## Instructions for the task:
Pull out all lines from the listing below in which the word "index" appears.

## Data for analysis:
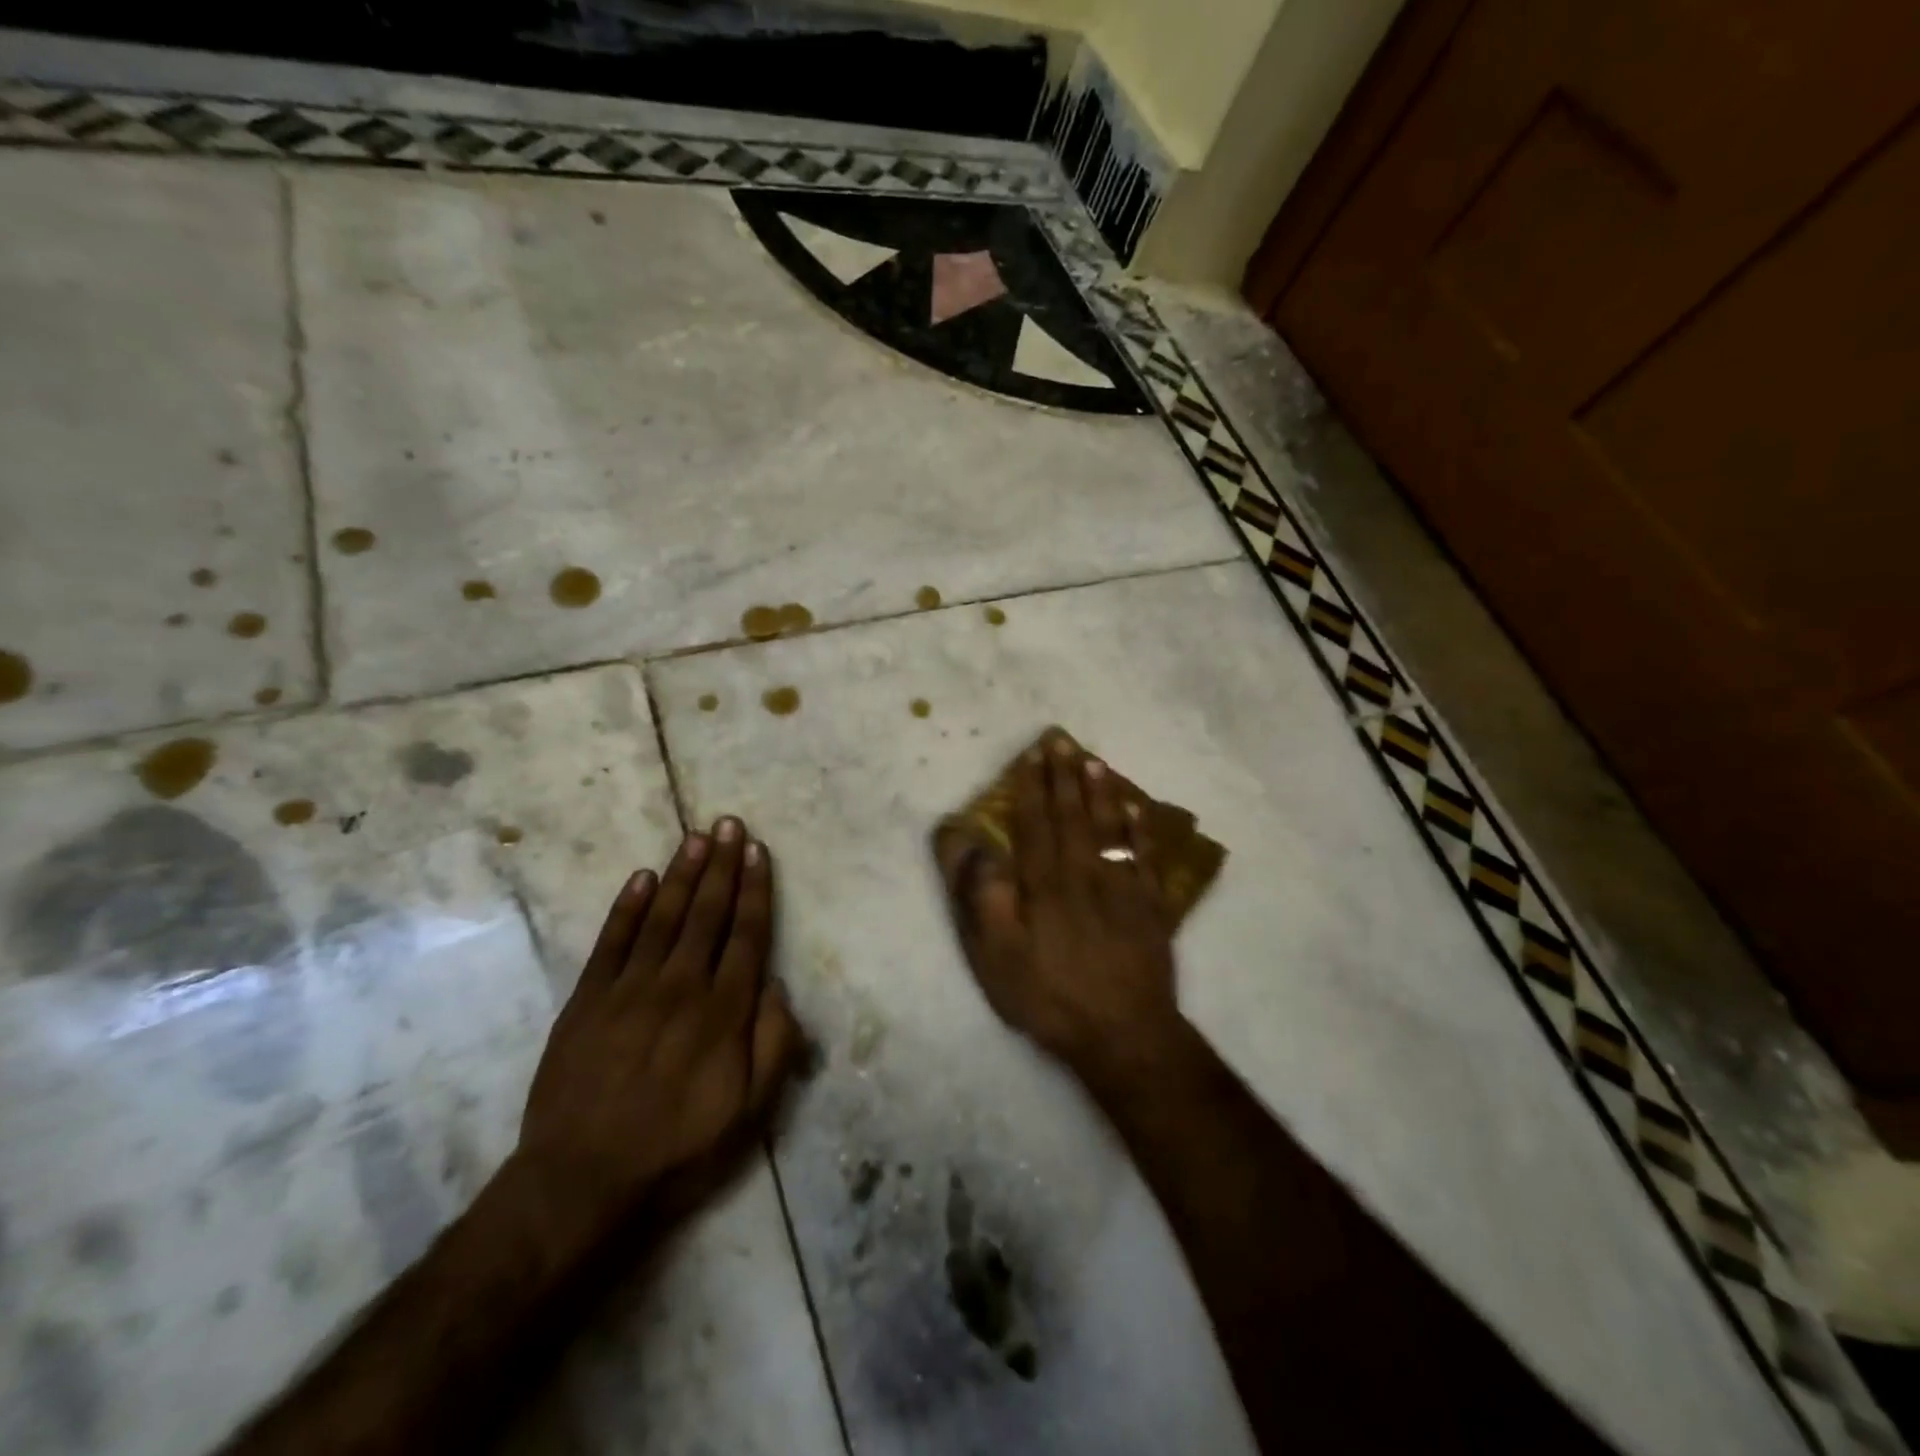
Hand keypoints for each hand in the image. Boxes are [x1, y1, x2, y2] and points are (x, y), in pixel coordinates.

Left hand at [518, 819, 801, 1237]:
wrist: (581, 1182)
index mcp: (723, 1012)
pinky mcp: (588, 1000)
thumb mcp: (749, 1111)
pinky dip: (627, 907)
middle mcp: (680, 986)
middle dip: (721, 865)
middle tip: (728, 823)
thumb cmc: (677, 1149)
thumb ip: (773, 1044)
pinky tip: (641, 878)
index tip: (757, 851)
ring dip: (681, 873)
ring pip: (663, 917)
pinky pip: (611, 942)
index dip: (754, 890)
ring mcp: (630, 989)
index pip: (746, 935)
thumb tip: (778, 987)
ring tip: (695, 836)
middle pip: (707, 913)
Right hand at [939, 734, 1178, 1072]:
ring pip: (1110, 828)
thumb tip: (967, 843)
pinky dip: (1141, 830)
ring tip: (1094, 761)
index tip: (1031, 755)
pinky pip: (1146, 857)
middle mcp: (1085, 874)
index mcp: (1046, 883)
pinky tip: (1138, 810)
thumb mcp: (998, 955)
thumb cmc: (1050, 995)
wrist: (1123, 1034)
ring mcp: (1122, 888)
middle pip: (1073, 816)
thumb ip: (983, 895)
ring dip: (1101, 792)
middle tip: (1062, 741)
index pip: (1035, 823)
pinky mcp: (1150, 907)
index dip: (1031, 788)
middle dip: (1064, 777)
...
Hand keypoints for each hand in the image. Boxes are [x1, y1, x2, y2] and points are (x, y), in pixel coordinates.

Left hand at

## The completed task:
index mcp: (723, 1012)
index tip: (757, 851)
index dip: (754, 890)
index pip: (746, 935)
index tip: (1031, 755)
index mcp: (1046, 883)
index pip: (1035, 823)
index dip: (1031, 788)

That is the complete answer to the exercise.